The major influence of global M2 money supply on crypto markets

In the early days, Bitcoin and crypto market cycles were heavily influenced by halving events. These occur approximately every four years, or every 210,000 blocks, when the block reward for miners is halved.

The next one will come on May 5, 2024, reducing the reward to 3,125 BTC from the current 6.25 BTC.

However, there may be larger influences across Bitcoin and crypto markets in terms of the M2 money supply. This metric appears to be highly correlated with market movements over the past decade.

Global Macro Investor founder and CEO Raoul Pal posted a chart comparing global deviation from trend of M2 money supply versus crypto market capitalization on July 22nd to illustrate.

Follow The Money

The M2 money supply, also referred to as the “M2 Money Stock”, is a measure of the amount of currency in circulation. It includes M1 money, which is physical cash and deposits, as well as currency that is “less liquid”, such as bank savings accounts.

Growth rates in the M2 money supply have fallen this year as inflation has increased. Pal commented that falling demand for crypto had caused the outflow, adding:

“It suggests that liquidity and currency depreciation are the dominant drivers, as opposed to supply.”

It is also natural that more caution will be exercised with less money available to investors, especially with high-risk investments such as crypto. The cost of living crisis has exacerbated this in 2022, with most countries facing multi-decade inflation highs and high prices for consumer goods, fuel and energy.

Pal commented that global M2 growth is turning around. “Early days, but crypto is future-oriented and turns earlier than most assets as its such a long duration,” he added.

Crypto bears are still lurking

Crypto markets have indeed turned around in the last week or so, but it’s still early days and bear markets are usually long-lasting affairs. Over the past seven days, the crypto market capitalization has grown by 15%, reaching $1.1 trillion.
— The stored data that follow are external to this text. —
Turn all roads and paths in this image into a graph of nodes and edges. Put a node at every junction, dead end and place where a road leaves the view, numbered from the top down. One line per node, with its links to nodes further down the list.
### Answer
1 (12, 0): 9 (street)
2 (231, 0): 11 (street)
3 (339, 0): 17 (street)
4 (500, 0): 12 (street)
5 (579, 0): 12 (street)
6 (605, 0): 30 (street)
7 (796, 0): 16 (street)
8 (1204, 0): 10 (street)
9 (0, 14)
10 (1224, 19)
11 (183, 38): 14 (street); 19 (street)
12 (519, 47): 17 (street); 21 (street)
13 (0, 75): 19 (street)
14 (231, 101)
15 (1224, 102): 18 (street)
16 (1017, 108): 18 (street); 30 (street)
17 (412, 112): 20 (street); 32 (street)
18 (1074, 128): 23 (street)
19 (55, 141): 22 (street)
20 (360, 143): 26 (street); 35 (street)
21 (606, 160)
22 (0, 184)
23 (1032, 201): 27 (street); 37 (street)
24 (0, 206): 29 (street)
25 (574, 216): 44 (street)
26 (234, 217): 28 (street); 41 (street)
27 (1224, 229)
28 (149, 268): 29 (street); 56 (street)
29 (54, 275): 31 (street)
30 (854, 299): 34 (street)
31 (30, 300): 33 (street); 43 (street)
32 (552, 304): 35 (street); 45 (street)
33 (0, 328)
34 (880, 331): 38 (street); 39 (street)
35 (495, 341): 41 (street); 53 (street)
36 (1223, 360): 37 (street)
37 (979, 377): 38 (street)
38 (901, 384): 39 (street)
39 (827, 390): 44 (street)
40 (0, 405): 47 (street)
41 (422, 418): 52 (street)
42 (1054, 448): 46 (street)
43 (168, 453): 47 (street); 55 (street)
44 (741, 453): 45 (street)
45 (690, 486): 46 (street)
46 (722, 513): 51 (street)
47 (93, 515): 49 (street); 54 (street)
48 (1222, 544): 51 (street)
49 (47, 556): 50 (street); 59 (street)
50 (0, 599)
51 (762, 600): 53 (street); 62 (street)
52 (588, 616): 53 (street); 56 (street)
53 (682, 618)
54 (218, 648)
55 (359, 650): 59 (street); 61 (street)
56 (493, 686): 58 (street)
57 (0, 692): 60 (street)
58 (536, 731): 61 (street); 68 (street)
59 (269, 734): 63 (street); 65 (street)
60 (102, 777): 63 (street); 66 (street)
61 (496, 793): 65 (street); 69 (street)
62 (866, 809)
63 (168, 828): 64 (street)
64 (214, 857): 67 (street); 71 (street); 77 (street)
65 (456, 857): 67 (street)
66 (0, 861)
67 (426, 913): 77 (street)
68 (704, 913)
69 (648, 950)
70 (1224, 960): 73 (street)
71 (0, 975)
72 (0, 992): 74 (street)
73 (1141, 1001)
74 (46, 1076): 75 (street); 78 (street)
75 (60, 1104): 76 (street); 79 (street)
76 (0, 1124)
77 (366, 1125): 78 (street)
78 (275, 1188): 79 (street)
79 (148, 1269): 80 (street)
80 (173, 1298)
However, markets are still down nearly 70% from their November highs last year, and the current rally could be dead-cat-flavored.

Two key events next week in the US could send crypto south quickly. The Federal Reserve is expected to raise interest rates again, which is generally bad news for risk assets.

In addition, the US Bureau of Economic Analysis (BEA) is set to release its advance estimate for second-quarter GDP (gross domestic product) growth on July 28. Two negative quarters in a row would mean a recession, which would also have a negative impact on the crypto markets.